• AIM OF THE TASK:
Where the records hold the string "Səhhət", show the whole line it sits on.

• DATA SHOWN:
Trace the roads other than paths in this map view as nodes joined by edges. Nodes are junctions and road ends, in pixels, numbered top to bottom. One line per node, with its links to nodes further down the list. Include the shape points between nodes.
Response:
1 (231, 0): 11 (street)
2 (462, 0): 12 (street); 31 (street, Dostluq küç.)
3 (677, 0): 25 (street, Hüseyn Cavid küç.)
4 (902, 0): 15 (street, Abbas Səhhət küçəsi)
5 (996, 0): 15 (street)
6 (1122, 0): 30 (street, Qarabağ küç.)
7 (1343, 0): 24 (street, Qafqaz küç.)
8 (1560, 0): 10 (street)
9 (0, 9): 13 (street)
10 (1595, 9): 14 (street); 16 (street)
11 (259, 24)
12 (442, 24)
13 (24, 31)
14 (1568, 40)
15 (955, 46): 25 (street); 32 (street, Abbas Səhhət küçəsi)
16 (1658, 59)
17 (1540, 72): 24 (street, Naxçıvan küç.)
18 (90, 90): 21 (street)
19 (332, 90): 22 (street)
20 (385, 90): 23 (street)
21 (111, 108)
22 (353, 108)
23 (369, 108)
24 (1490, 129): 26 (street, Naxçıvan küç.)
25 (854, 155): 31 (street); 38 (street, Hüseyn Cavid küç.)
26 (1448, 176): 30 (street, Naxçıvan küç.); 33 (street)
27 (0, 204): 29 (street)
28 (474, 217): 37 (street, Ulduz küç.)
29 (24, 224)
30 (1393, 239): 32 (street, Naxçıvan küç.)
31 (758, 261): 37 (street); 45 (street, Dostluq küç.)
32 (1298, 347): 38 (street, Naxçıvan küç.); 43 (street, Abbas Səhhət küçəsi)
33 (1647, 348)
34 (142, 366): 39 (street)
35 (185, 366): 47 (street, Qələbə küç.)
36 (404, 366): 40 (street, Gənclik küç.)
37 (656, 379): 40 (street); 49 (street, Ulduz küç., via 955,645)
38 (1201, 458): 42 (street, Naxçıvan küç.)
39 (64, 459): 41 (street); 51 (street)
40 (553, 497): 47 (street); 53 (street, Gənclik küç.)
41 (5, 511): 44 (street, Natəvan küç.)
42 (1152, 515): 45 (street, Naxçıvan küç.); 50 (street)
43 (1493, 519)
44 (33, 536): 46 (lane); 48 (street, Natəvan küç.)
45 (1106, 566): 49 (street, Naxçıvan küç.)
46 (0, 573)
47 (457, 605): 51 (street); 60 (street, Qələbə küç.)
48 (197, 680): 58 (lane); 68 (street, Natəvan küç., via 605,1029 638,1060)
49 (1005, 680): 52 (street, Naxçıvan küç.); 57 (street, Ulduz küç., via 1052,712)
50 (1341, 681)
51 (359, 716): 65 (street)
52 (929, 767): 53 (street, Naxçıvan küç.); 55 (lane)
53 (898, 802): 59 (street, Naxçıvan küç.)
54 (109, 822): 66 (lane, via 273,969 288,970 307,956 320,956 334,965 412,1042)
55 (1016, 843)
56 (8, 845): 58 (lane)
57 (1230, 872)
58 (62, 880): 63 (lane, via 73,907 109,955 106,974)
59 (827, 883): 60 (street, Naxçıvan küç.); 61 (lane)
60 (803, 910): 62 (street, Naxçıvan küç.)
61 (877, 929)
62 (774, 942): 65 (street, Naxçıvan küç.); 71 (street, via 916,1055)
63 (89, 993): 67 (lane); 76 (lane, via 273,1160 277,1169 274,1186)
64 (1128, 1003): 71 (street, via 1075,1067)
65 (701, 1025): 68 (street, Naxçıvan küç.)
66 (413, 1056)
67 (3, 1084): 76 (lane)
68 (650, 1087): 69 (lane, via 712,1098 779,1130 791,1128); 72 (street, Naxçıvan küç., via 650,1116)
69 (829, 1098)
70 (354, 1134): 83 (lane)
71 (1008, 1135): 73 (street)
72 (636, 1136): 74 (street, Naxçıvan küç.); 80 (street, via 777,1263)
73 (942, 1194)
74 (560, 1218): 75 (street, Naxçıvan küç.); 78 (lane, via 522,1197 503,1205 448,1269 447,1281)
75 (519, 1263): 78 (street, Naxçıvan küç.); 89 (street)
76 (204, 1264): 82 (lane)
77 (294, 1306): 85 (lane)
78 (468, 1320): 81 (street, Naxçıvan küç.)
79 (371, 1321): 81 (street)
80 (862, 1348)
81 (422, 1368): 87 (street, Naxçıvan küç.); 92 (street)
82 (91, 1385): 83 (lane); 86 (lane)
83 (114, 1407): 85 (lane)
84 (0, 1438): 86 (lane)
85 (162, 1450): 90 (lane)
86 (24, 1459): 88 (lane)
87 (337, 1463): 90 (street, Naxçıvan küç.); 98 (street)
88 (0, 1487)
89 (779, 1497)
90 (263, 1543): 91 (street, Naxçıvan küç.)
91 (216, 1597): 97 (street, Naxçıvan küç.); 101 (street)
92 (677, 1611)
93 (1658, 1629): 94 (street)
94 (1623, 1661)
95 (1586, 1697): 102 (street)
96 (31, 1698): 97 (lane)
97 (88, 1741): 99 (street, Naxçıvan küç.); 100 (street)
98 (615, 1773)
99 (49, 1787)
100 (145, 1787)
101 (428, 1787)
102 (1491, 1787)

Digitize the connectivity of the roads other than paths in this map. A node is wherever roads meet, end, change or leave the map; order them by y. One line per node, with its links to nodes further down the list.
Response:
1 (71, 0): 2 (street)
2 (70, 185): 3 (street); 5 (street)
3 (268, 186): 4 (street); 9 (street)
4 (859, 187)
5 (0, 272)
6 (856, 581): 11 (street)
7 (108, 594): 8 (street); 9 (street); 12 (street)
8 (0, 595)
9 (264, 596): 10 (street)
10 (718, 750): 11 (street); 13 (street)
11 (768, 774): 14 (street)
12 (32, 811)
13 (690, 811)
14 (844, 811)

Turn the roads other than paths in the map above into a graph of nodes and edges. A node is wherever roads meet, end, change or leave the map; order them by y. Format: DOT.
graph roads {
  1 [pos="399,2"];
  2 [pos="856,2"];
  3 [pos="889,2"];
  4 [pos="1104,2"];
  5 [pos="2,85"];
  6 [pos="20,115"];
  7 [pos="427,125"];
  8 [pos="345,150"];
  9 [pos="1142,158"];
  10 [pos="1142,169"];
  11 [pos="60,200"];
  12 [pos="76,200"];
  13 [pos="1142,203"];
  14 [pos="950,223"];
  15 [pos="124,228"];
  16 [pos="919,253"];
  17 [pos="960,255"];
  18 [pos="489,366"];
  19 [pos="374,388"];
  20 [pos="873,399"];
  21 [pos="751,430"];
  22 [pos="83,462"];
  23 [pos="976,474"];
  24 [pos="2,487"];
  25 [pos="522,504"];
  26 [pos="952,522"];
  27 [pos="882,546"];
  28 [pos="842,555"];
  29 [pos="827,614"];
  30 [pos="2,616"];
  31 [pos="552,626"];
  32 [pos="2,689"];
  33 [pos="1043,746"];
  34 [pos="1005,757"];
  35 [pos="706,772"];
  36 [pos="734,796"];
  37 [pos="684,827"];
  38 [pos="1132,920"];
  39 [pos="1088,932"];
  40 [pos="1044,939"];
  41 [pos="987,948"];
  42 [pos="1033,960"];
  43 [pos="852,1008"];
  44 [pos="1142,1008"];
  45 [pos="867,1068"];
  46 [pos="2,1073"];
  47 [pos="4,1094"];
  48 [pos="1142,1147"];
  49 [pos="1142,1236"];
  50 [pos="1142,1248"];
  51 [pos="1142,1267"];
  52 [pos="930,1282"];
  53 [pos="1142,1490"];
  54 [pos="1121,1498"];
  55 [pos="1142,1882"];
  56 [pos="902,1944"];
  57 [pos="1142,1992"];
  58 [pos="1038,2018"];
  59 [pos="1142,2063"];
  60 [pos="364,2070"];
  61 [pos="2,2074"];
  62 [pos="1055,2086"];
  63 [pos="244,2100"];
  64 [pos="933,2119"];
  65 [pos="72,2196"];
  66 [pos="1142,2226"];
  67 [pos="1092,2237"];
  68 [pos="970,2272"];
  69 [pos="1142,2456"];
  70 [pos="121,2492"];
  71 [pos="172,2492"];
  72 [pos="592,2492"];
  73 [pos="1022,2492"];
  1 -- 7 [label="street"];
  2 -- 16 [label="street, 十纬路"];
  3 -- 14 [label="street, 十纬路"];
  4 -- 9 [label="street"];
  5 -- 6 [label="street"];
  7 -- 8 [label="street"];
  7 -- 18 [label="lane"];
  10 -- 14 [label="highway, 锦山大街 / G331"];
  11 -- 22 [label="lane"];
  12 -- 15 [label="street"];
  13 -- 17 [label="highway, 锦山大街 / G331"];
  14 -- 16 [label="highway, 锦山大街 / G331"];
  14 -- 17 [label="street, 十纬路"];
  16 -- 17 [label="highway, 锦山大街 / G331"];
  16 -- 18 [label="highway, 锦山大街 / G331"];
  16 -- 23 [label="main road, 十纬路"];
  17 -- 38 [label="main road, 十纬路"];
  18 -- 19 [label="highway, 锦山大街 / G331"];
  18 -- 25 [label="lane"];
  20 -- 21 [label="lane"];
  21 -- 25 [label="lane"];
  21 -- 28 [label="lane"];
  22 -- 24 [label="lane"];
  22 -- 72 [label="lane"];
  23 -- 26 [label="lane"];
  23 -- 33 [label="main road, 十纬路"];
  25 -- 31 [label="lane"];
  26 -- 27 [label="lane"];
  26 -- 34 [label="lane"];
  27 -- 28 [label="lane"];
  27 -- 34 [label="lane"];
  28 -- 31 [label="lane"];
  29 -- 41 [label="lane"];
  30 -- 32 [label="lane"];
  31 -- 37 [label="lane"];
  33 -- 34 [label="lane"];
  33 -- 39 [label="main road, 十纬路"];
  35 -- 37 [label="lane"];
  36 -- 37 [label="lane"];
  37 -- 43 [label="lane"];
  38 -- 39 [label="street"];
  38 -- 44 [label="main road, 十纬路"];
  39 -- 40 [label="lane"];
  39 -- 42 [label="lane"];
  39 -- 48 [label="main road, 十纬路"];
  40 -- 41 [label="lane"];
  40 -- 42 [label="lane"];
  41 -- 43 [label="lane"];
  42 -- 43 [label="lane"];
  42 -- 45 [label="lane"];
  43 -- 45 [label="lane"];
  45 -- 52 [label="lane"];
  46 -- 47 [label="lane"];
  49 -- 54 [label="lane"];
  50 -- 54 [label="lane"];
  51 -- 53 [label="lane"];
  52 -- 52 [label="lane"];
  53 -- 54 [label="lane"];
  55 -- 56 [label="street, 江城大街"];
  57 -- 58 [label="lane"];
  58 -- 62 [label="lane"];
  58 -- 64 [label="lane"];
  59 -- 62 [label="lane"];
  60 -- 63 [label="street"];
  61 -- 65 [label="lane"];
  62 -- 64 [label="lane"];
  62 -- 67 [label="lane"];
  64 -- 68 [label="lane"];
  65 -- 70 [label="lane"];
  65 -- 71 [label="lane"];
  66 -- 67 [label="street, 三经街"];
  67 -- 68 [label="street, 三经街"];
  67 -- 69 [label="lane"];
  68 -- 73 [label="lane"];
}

• WRITTEN ANSWER:
4 (902, 0): 15 (street, Abbas Səhhət küçəsi)
15 (955, 46): 25 (street); 32 (street, Abbas Səhhət küçəsi)
32 (1298, 347): 38 (street, Naxçıvan küç.); 43 (street, Abbas Səhhət küçəsi)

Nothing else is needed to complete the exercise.